Task to carry out :: Determine how many lines in the entries below hold "graph". Respond with that number only.

Listed records ::

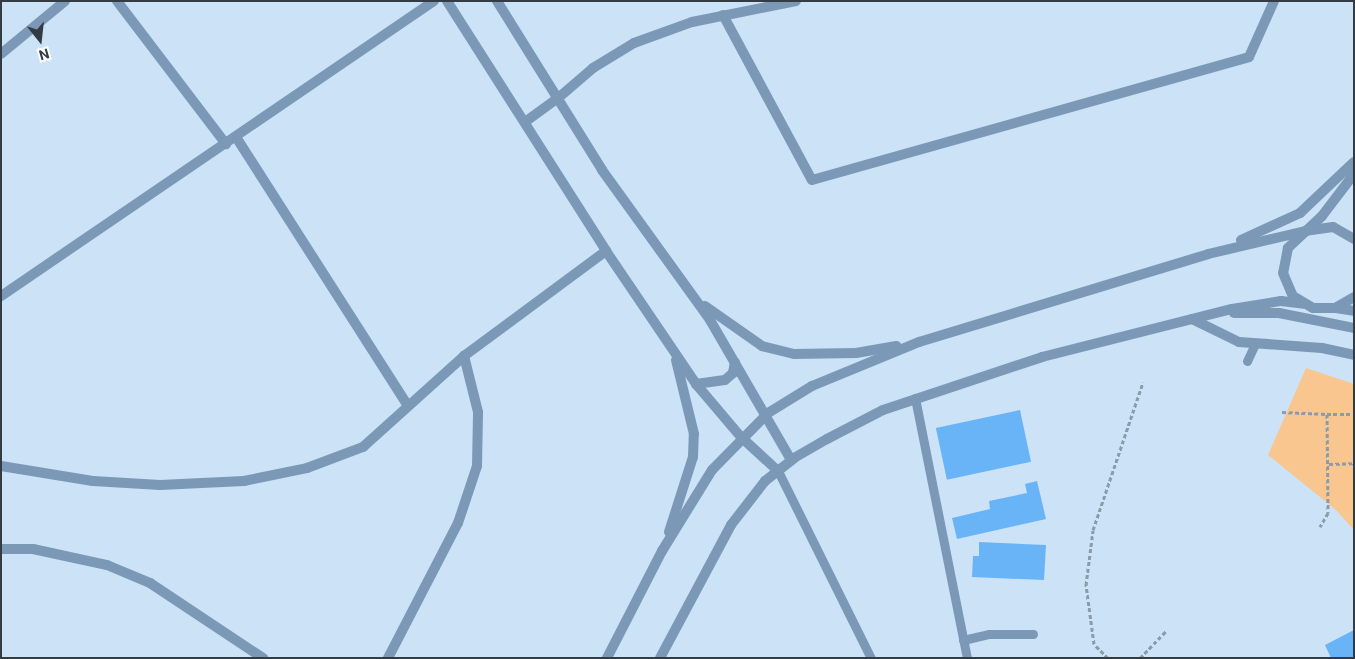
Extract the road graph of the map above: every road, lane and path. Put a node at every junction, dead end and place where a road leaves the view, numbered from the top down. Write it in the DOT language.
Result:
graph roads {
  1 [pos="65,1"];
  2 [pos="117,1"];
  3 [pos="434,1"];
  4 [pos="447,1"];
  5 [pos="497,1"];
  6 [pos="796,1"];
  7 [pos="1274,1"];
  8 [pos="758,4"];
  9 [pos="723,15"];
  10 [pos="1,54"];
  11 [pos="558,99"];
  12 [pos="525,122"];
  13 [pos="236,137"];
  14 [pos="226,144"];
  15 [pos="1354,162"];
  16 [pos="1354,174"];
  17 [pos="1306,231"];
  18 [pos="1351,236"];
  19 [pos="606,251"];
  20 [pos="1208,254"];
  21 [pos="1,296"];
  22 [pos="1354,297"];
  23 [pos="695,298"];
  24 [pos="1304,304"];
  25 [pos="1335,308"];
  26 [pos="1354,310"];
  27 [pos="1213,314"];
  28 [pos="1192,319"];
  29 [pos="1354,328"];
  30 [pos="919,342"];
  31 [pos="1255,344"];
  32 [pos="673,349"];
  33 [pos="1354,355"];
  34 [pos="464,356"];
  35 [pos="1247,361"];
  36 [pos="735,362"];
  37 [pos="1143,382"];
  38 [pos="696,384"];
  39 [pos="915,398"];
  40 [pos="408,406"];
  41 [pos="1282,412"];
  42 [pos="1327,414"];
  43 [pos="1354,414"];
  44 [pos="765,416"];
  45 [pos="742,437"];
  46 [pos="791,460"];
  47 [pos="1354,462"];
  48 [pos="1329,464"];
  49 [pos="1,466"];
  50 [pos="778,471"];
  51 [pos="1320,527"];
  52 [pos="1,549"];
  53 [pos="662,551"];
  54 [pos="1166,631"];
  55 [pos="1033,634"];
  56 [pos="963,640"];
  57 [pos="263,658"];
  58 [pos="388,658"];
  59 [pos="607,658"];
  60 [pos="660,658"];
  61 [pos="871,658"];
  62 [pos="967,658"];
  63 [pos="1108,658"];
  64 [pos="1140,658"];
  1 -- 10 [label="street"];
  2 -- 14 [label="street"];
  3 -- 13 [label="street"];
  4 -- 12 [label="street"];
  5 -- 11 [label="street"];
  6 -- 8 [label="street"];
  7 -- 9 [label="street"];
  8 -- 9 [label="street"];
  9 -- 11 [label="street"];
  11 -- 12 [label="street"];
  11 -- 23 [label="street"];
  12 -- 19 [label="street"];
  13 -- 14 [label="street"];
  13 -- 40 [label="street"];
  14 -- 21 [label="street"];
  15 -- 20 [label="street"];
  16 -- 17 [label="street"];
  17 -- 18 [label="street"];
  17 -- 20 [label="street"];
  17 -- 24 [label="street"];
  19 -- 32 [label="street"];
  19 -- 34 [label="street"];
  20 -- 30 [label="street"];
  22 -- 25 [label="street"];
  23 -- 30 [label="street"];
  23 -- 36 [label="street"];
  24 -- 25 [label="street"];
  24 -- 27 [label="street"];
  25 -- 26 [label="street"];
  27 -- 28 [label="street"];
  27 -- 29 [label="street"];
  28 -- 31 [label="street"];
  28 -- 39 [label="street"];
  30 -- 44 [label="street"];
  31 -- 33 [label="street"];
  31 -- 35 [label="lane"];
  32 -- 38 [label="street"];
  32 -- 53 [label="street"];
  34 -- 40 [label="street"];
  34 -- 58 [label="street"];
  36 -- 38 [label="street"];
  36 -- 44 [label="street"];
  37 -- 63 [label="path"];
  38 -- 45 [label="street"];
  39 -- 46 [label="street"];
  39 -- 56 [label="lane"];
  40 -- 49 [label="street"];
  41 -- 42 [label="path"];
  42 -- 43 [label="path"];
  42 -- 48 [label="path"];
  44 -- 45 [label="street"];
  44 -- 46 [label="street"];
  45 -- 50 [label="street"];
  45 -- 53 [label="street"];
  46 -- 50 [label="street"];
  47 -- 48 [label="path"];
  48 -- 51 [label="path"];
  50 -- 60 [label="street"];
  50 -- 61 [label="lane"];
  52 -- 57 [label="street"];
  53 -- 59 [label="street"];
  54 -- 64 [label="path"];
  55 -- 56 [label="lane"];
  56 -- 62 [label="lane"];
}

Result of this task :: 2